Pollack’s statistical origins date back before the NBA’s creation. He grew up in the shadow of old Shibe Park in North Philadelphia and would spend his afternoons quizzing friends on baseball trivia. As a student at Temple, he was manager of five different teams—”I wasn’t good enough to play,” he says—and sports editor of the school’s newspaper.
One of his roles as basketball manager was to keep score of the games, which he did dutifully. But logging points and fouls was boring, so Pollack offered to track rebounds, shots attempted, and assists. Owls coach Josh Cody accepted, and soon, Pollack’s work was being reprinted by the local papers, which were happy to get the extra information. “That’s where my reputation started,” Pollack says.

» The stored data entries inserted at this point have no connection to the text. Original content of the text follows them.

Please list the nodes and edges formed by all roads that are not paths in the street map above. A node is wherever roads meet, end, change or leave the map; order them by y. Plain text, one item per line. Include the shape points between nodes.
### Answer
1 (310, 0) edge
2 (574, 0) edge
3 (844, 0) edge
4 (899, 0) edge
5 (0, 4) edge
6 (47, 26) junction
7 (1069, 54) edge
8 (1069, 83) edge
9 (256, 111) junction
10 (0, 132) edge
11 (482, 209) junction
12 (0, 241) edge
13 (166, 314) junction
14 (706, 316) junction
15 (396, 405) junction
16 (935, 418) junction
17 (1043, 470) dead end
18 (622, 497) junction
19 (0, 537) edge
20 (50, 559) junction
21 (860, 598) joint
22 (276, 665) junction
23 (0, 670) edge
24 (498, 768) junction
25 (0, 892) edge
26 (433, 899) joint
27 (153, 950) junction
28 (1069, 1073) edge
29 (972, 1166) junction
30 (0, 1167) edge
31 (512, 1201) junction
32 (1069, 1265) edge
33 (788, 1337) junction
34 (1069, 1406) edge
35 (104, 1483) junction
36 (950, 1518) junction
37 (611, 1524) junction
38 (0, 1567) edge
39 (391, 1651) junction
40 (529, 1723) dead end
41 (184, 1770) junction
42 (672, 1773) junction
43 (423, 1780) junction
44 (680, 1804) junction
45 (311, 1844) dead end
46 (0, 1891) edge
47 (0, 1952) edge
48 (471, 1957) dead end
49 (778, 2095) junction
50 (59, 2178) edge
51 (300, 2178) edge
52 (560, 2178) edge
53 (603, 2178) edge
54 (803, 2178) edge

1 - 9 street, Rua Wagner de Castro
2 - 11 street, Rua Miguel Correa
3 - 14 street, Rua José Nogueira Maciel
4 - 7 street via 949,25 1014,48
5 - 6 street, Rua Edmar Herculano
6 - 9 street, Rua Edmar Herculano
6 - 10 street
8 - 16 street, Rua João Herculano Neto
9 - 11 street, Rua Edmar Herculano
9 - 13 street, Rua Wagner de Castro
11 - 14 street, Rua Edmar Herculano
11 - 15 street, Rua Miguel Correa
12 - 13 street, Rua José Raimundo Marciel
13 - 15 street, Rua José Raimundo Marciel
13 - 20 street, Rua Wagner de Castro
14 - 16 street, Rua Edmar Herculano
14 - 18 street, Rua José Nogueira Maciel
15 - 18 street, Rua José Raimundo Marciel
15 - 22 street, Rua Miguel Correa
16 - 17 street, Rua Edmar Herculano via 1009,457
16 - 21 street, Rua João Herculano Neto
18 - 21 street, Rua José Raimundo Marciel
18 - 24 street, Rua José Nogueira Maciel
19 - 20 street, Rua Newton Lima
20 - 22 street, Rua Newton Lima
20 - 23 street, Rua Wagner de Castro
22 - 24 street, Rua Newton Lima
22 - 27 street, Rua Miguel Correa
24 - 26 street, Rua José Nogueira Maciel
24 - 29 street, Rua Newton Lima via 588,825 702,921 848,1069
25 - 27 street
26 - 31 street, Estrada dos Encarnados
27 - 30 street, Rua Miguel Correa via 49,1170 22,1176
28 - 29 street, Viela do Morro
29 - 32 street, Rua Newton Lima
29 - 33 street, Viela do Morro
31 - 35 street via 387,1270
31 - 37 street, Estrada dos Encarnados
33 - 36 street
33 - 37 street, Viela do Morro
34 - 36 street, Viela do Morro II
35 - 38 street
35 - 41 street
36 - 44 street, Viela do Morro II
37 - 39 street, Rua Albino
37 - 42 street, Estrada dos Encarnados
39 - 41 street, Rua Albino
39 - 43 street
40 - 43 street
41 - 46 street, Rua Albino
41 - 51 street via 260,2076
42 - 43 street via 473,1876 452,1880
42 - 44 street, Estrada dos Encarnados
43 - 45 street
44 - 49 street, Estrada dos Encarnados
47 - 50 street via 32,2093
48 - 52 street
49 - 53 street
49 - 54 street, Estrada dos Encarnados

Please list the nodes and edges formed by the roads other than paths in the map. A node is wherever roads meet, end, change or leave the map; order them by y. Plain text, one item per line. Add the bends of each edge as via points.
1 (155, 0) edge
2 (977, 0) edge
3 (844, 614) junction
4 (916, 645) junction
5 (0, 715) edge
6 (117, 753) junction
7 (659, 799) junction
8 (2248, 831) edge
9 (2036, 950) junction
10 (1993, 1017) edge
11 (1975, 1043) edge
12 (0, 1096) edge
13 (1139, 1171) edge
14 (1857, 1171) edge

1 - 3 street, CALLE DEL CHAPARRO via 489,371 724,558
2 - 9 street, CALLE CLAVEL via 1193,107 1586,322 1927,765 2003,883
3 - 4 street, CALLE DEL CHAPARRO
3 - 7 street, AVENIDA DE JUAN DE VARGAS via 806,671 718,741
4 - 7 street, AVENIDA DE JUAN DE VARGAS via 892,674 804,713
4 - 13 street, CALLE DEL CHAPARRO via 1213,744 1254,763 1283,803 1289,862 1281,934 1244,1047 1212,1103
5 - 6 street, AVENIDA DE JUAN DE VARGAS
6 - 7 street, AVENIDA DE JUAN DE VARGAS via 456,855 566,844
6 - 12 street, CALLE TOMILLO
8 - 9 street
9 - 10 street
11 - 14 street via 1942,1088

After graduating from Temple in 1943, Pollack served two years in the Air Force special service in England. Within two days of returning, Pollack landed a $28-per-week job as a staff writer for the now-defunct Philadelphia Bulletin, one of the papers he had been a stringer for while at Temple. Also that year, Pollack was hired as official scorer for college games played at Philadelphia’s old Convention Hall—conflict of interest be damned. When the Warriors were formed in 1946 and chose Convention Hall as their homecourt, Pollack was right there, ready to take the scorer’s position.
“Eddie Gottlieb ran the team, and he was pretty smart,” Pollack says. “I was at the Bulletin at the time, and he said, ‘If I hire this guy, I’m not only going to get a statistician, I’ll get stories in the paper.’ And he was right.”
As he had done at Temple, Pollack did more than just track points and fouls for the Warriors. He tabulated offensive and defensive rebounds, minutes played, turnovers, steals, blocked shots, and points scored off turnovers. No one else was doing that at the time.
From 1946-52, Pollack had no printed outlet for his research, since the team put out a 5-by-7, 24-page press guide that had little room for more than just perfunctory information. In 1953, when he became public-relations director for the team, Pollack assembled a larger guide but distributed it only to a few select writers around town, a practice he continued for a decade. “I didn’t even save all of them,” he says.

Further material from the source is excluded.